Depending on your needs some of those options may be unnecessary. As @muru predicted, the trick is to specify an old version. At least for my use case this isn't a problem, but I only offer this config as a workaround, really it should be made possible using the latest version.

thanks guys, @jdr-face , @muru , compose v2 does work,
I mis-understood your solution is for v3 compose.

For the record, traditionally speaking: compose v2 is not older than compose v3. They are different use cases. v3 is geared towards swarm while v2 is not. v1 is old.

Is there any discussion about the support of Docker-compose for Docker's native GPU support?

Supporting runtime option is not the solution for GPU support in the future.
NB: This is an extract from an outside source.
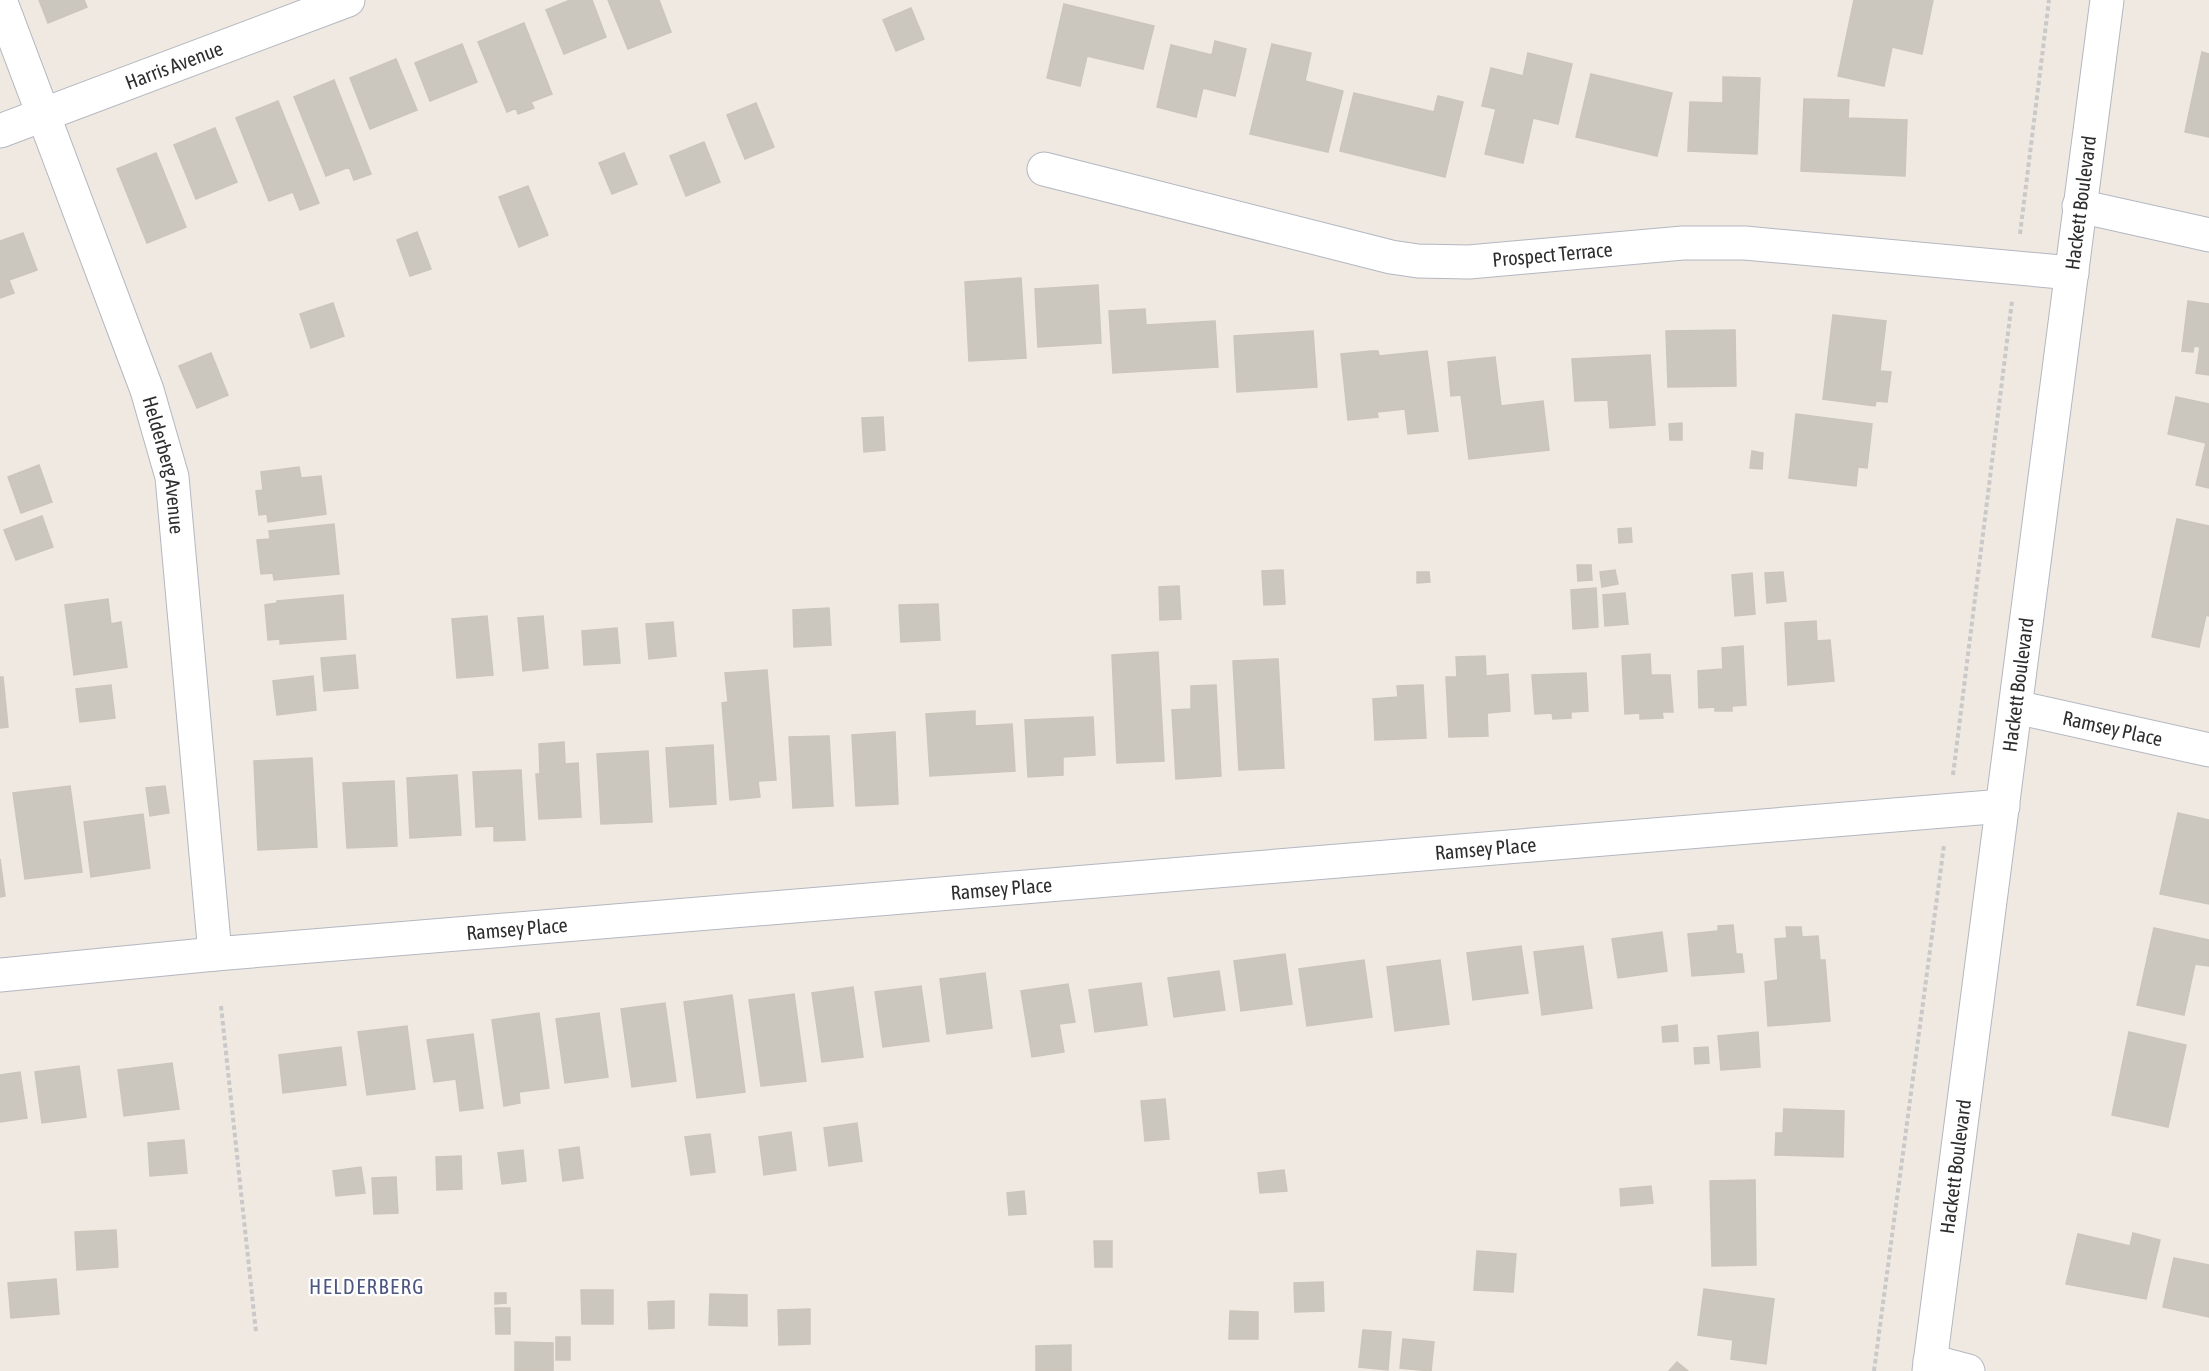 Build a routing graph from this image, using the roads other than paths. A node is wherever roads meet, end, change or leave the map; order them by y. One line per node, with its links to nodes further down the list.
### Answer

NVIDIA describes about the future of nvidia-docker2 in https://github.com/NVIDIA/nvidia-docker as follows.

Note that with the release of Docker 19.03, usage of nvidia-docker2 packages are deprecated since NVIDIA GPUs are now natively supported as devices in the Docker runtime.

Currently, GPU support can be realized by changing the runtime, but it is highly possible that this will not work in the future.

To be frank, this maybe not the best practise, but somehow we make it work.

The tricky part is that we have to stick with docker-compose v3.x since we are use docker swarm, meanwhile we want to use the Nvidia Runtime to support GPU/CUDA in the containers.

To avoid explicitly telling the Nvidia Runtime inside the docker-compose file, we set the Nvidia as the default runtime in /etc/docker/daemon.json, and it will looks like

{
    "default-runtime":"nvidia",
    "runtimes": {
        "nvidia": {
            "path": "nvidia-container-runtime",
            "runtimeArgs": []
        }
    }
}

Such that all the containers running on the GPU machines will default enable the Nvidia runtime.

Hope this can help someone facing the similar blocker

To be frank, this maybe not the best practise, but somehow we make it work.

The tricky part is that we have to stick with docker-compose v3.x since we are use docker swarm, meanwhile we want to use the Nvidia Runtime to support GPU/CUDA in the containers.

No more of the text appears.